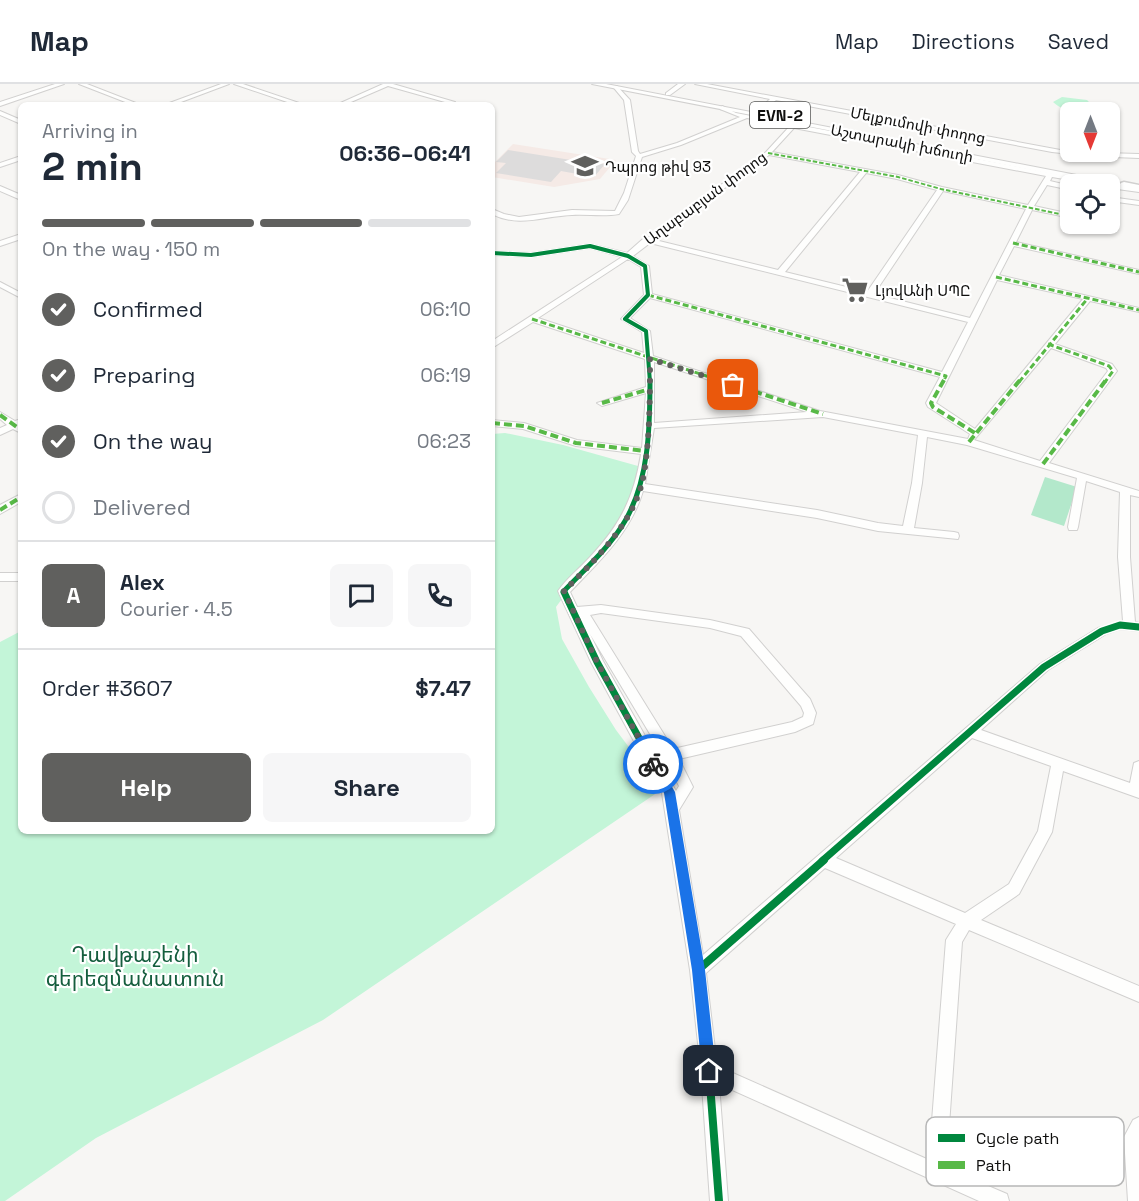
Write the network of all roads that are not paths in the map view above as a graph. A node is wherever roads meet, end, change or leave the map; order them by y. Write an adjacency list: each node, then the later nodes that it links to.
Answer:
1 (61, 84): 17 (street)
2 (82, 84): 12 (street)
3 (226, 84): 13 (street)
4 (237, 84): 14 (street)
5 (387, 84): 15 (street); 16 (street)
6 (595, 84): 9 (main road, Աշտարակի խճուղի / EVN-2)
7 (682, 84): 10 (street)
8 (698, 84): 11 (street, Մելքումովի փողոց)
9 (617, 86): 10 (main road, Աշտարակի խճուղի / EVN-2); 18 (main road, Աշտարակի խճուղի / EVN-2); 26 (street)
10 (668, 94): 20 (main road, Աշտարակի խճուղի / EVN-2)
11 (775, 98): 20 (street); 27 (street, Մելքումովի փողոց)
12 (130, 102)
13 (175, 102)
14 (294, 102)
15 (346, 102)
16 (452, 102)
17 (0, 104)
18 (722, 108): 21 (street); 24 (main road, Աշտարակի խճուղի / EVN-2)
19 (0, 113): 22 (street)
20 (768, 113): 24 (main road, Աշտարակի խճուղի / EVN-2)
21 (747, 116): 23 (street); 26 (street)
22 (18, 121)
23 (793, 126): 25 (street, Աղաբաբյան փողոց); 31 (street)
24 (941, 148): 34 (main road, Աշտարակի խճուղի / EVN-2)
25 (768, 153): 30 (street); 47 (street, Աղաբաբյան փողոց)
26 (639, 156): 44 (street)
27 (1139, 156)
28 (18, 159): 29 (street)
29 (0, 165)
30 (863, 172): 38 (street); 52 (street)
31 (1047, 178): 32 (street); 35 (street); 43 (street)
32 (1060, 179)
33 (1139, 181): 34 (highway, Աշտարակի խճուղի / EVN-2)
34 (1125, 182): 39 (highway, Աշտարակի խճուղի / EVN-2)
35 (1060, 183)
36 (1120, 187): 39 (street)
37 (0, 188): 40 (street)
38 (940, 189): 43 (street); 58 (street)
39 (1139, 189)
40 (18, 197)
41 (1120, 200): 42 (street)
42 (1139, 203)
43 (1030, 207): 45 (street); 48 (street)
44 (495, 213)
45 (1060, 214)
46 (18, 237): 49 (street)
47 (647, 240): 51 (street, Աղաբաբյան փողոց); 52 (street)
48 (1014, 243): 53 (street); 54 (street)
49 (0, 244)
50 (495, 253): 51 (street)
51 (627, 256): 57 (street); 61 (street, Աղաբաբյան փողոց)
52 (781, 272): 58 (street)
53 (1139, 272)
54 (996, 277): 59 (street); 62 (street)
55 (0, 284): 56 (street)
56 (18, 294)
57 (648, 295): 65 (street); 66 (street)
58 (870, 295): 62 (street)
59 (1088, 298): 60 (street); 64 (street)
60 (1139, 310)
61 (532, 319): 63 (street, Աղաբաբյան փողոց); 65 (street)
62 (973, 321): 66 (street)
63 (495, 343)
64 (1048, 344): 77 (street); 79 (street)
65 (650, 359): 67 (street); 69 (street)
66 (946, 376): 77 (street)
67 (650, 389): 68 (street); 74 (street)
68 (602, 403)
69 (823, 414): 74 (street); 76 (street)
70 (0, 415): 72 (street)
71 (495, 423): 78 (street)
72 (18, 424)
73 (18, 425): 75 (street)
74 (647, 426): 78 (street)
75 (0, 432)
76 (924, 433): 77 (street); 87 (street)
77 (972, 438): 79 (street)
78 (645, 451): 81 (street)
79 (1043, 464): 80 (street)
80 (1082, 477): 82 (street); 86 (street)
81 (640, 487): 87 (street); 91 (street)
82 (1125, 490): 83 (street); 92 (street)
83 (1139, 494)
84 (18, 499): 85 (street)
85 (0, 510)
86 (1073, 527)
87 (908, 531): 88 (street)
88 (954, 536)
89 (0, 577): 90 (street)
90 (18, 577)
91 (578, 611): 94 (street); 94 (street); 98 (street)
92 (1134, 626): 93 (street)
93 (970, 732): 95 (street); 99 (street)
94 (670, 755): 98 (street)
95 (1058, 764): 97 (street); 100 (street)
96 (1139, 767): 97 (street)
97 (1137, 792)
98 (672, 809): 101 (street)
99 (823, 860): 100 (street); 101 (street)
100 (966, 921): 102 (street); 104 (street)
101 (698, 970): 103 (street)
102 (1139, 993)
103 (709, 1071): 106 (street); 108 (street)
104 (941, 1117)
105 (1139, 1126): 110 (street)
106 (926, 1168)
107 (966, 1186): 109 (street)
108 (719, 1201)
109 (1000, 1201)
110 (1137, 1201)

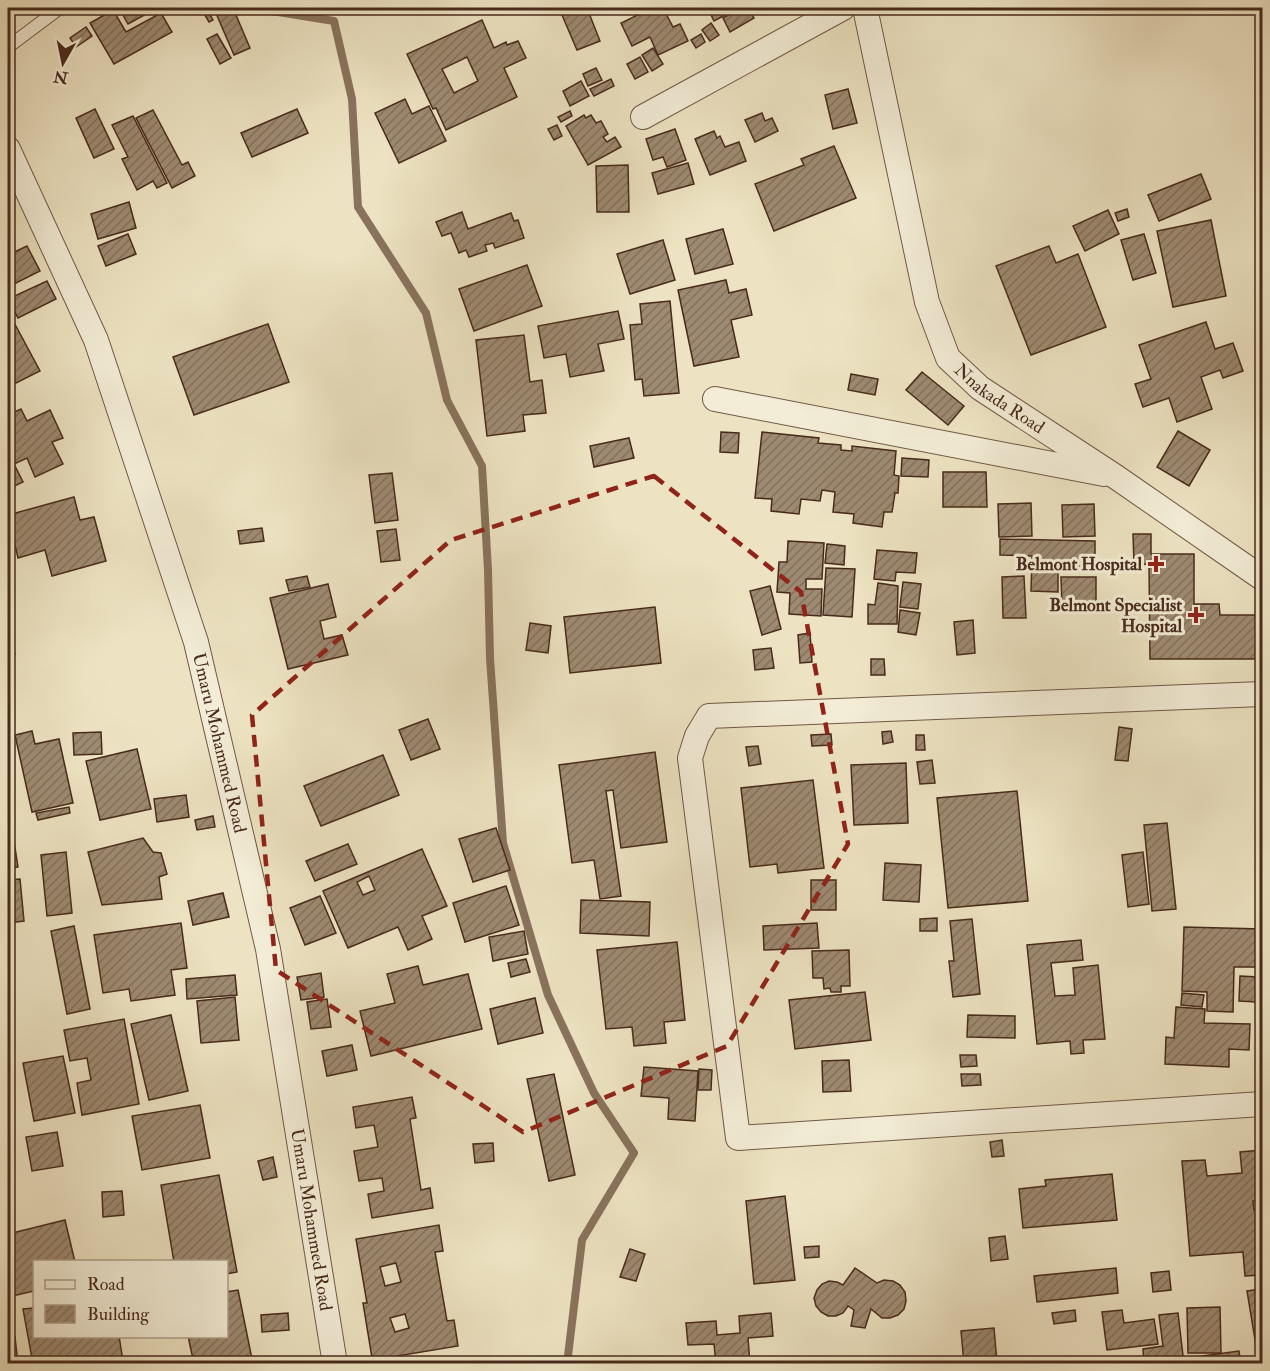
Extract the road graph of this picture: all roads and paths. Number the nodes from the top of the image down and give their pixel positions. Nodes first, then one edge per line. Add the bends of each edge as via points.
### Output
1 (60, 8) edge
2 (843, 8) edge
3 (865, 8) edge
4 (8, 47) edge
5 (643, 117) dead end
6 (8, 149) edge
7 (715, 399) dead end
8 (1116, 477) junction
9 (1263, 578) edge
10 (1263, 694) edge
11 (1263, 1104) edge
12 (335, 1364) edge

1 - 4 lane
2 - 5 street
3 - 8 street, Nnakada Road via 927,302 948,358 980,388
6 - 12 street, Umaru Mohammed Road via 96,340 196,642 268,949
7 - 8 street
8 - 9 street, Nnakada Road
10 - 11 street via 709,716 690,758 738,1138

WORK ORDER: Repeat the entries above exactly and skip the images.

ANSWER SPACE:
Write the network of all roads that are not paths in the map view above as a graph. A node is wherever roads meet, end, change or leave the map; order them by y. Write an adjacency list: each node, then the later nodes that it links to.
Answer:
1 (61, 84): 17 (street)
2 (82, 84): 12 (street)
3 (226, 84): 13 (street)
4 (237, 84): 14 (street)
5 (387, 84): 15 (street); 16 (street)
6 (595, 84): 9 (main road, Աշտարակի խճուղի / EVN-2)
7 (682, 84): 10 (street)
8 (698, 84): 11 (street, Մելքումովի փողոց)
9 (617, 86): 10 (main road, Աշտարակի խճուղի / EVN-2); 18 (main road, Աշտարակի խճուղի / EVN-2); 26 (street)
10 (668, 94): 20 (main road, Աշտարակի խճուղի / EVN-2)
11 (775, 98): 20 (street); 27 (street, Մելքումովի փողոց)
12 (130, 102)
13 (175, 102)
14 (294, 102)
15 (346, 102)
16 (452, 102)
17 (0, 104)
18 (722, 108): 21 (street); 24 (main road, Աշտարակի խճուղի / EVN-2)
19 (0, 113): 22 (street)
20 (768, 113): 24 (main road, Աշտարակի խճուղի / EVN-2)
21 (747, 116): 23 (street); 26 (street)
22 (18, 121)
23 (793, 126): 25 (street, Աղաբաբյան փողոց); 31 (street)
24 (941, 148): 34 (main road, Աշտարակի խճուղի / EVN-2)
25 (768, 153): 30 (street); 47 (street, Աղաբաբյան փողոց)
26 (639, 156): 44 (street)
27 (1139, 156)
28 (18, 159): 29 (street)
29 (0, 165)
30 (863, 172): 38 (street); 52 (street)
31 (1047, 178): 32 (street); 35 (street); 43 (street)
32 (1060, 179)
33 (1139, 181): 34 (highway, Աշտարակի խճուղի / EVN-2)
34 (1125, 182): 39 (highway, Աշտարակի խճուղի / EVN-2)
35 (1060, 183)
36 (1120, 187): 39 (street)
37 (0, 188): 40 (street)
38 (940, 189): 43 (street); 58 (street)
39 (1139, 189)
40 (18, 197)
41 (1120, 200): 42 (street)
42 (1139, 203)
43 (1030, 207): 45 (street); 48 (street)
44 (495, 213)
45 (1060, 214)
46 (18, 237): 49 (street)
47 (647, 240): 51 (street, Աղաբաբյան փողոց); 52 (street)
48 (1014, 243): 53 (street); 54 (street)
49 (0, 244)
50 (495, 253): 51 (street)
51 (627, 256): 57 (street); 61 (street, Աղաբաբյան փողոց)
52 (781, 272): 58 (street)
53 (1139, 272)
54 (996, 277): 59 (street); 62 (street)
55 (0, 284): 56 (street)
56 (18, 294)
57 (648, 295): 65 (street); 66 (street)
58 (870, 295): 62 (street)
59 (1088, 298): 60 (street); 64 (street)
60 (1139, 310)
61 (532, 319): 63 (street, Աղաբաբյան փողոց); 65 (street)
62 (973, 321): 66 (street)
63 (495, 343)
64 (1048, 344): 77 (street); 79 (street)
65 (650, 359): 67 (street); 69 (street)
66 (946, 376): 77 (street)
67 (650, 389): 68 (street); 74 (street)
68 (602, 403)
69 (823, 414): 74 (street); 76 (street)
70 (0, 415): 72 (street)
71 (495, 423): 78 (street)
72 (18, 424)
73 (18, 425): 75 (street)
74 (647, 426): 78 (street)
75 (0, 432)
76 (924, 433): 77 (street); 87 (street)
77 (972, 438): 79 (street)
78 (645, 451): 81 (street)
79 (1043, 464): 80 (street)
80 (1082, 477): 82 (street); 86 (street)
81 (640, 487): 87 (street); 91 (street)
82 (1125, 490): 83 (street); 92 (street)
83 (1139, 494)
84 (18, 499): 85 (street)
85 (0, 510)
86 (1073, 527)
87 (908, 531): 88 (street)
88 (954, 536)
89 (0, 577): 90 (street)
90 (18, 577)
91 (578, 611): 94 (street); 94 (street); 98 (street)
92 (1134, 626): 93 (street)
93 (970, 732): 95 (street); 99 (street)
94 (670, 755): 98 (street)
95 (1058, 764): 97 (street); 100 (street)
96 (1139, 767): 97 (street)
97 (1137, 792)
98 (672, 809): 101 (street)
99 (823, 860): 100 (street); 101 (street)
100 (966, 921): 102 (street); 104 (street)
101 (698, 970): 103 (street)
102 (1139, 993)
103 (709, 1071): 106 (street); 108 (street)
104 (941, 1117)
105 (1139, 1126): 110 (street)
106 (926, 1168)
107 (966, 1186): 109 (street)
108 (719, 1201)
109 (1000, 1201)
110 (1137, 1201)

Extract the road graph of this picture: all roads and paths. Number the nodes from the top of the image down and give their pixel positions. Nodes first, then one edge per line. Add the bends of each edge as via points.
### Output
1 (60, 8) edge
2 (843, 8) edge
3 (865, 8) edge
4 (8, 47) edge
5 (643, 117) dead end
6 (8, 149) edge
7 (715, 399) dead end
8 (1116, 477) junction
9 (1263, 578) edge
10 (1263, 694) edge
11 (1263, 1104) edge
12 (335, 1364) edge

1 - 4 lane
2 - 5 street
3 - 8 street, Nnakada Road via 927,302 948,358 980,388
6 - 12 street, Umaru Mohammed Road via 96,340 196,642 268,949
7 - 8 street
8 - 9 street, Nnakada Road
10 - 11 street via 709,716 690,758 738,1138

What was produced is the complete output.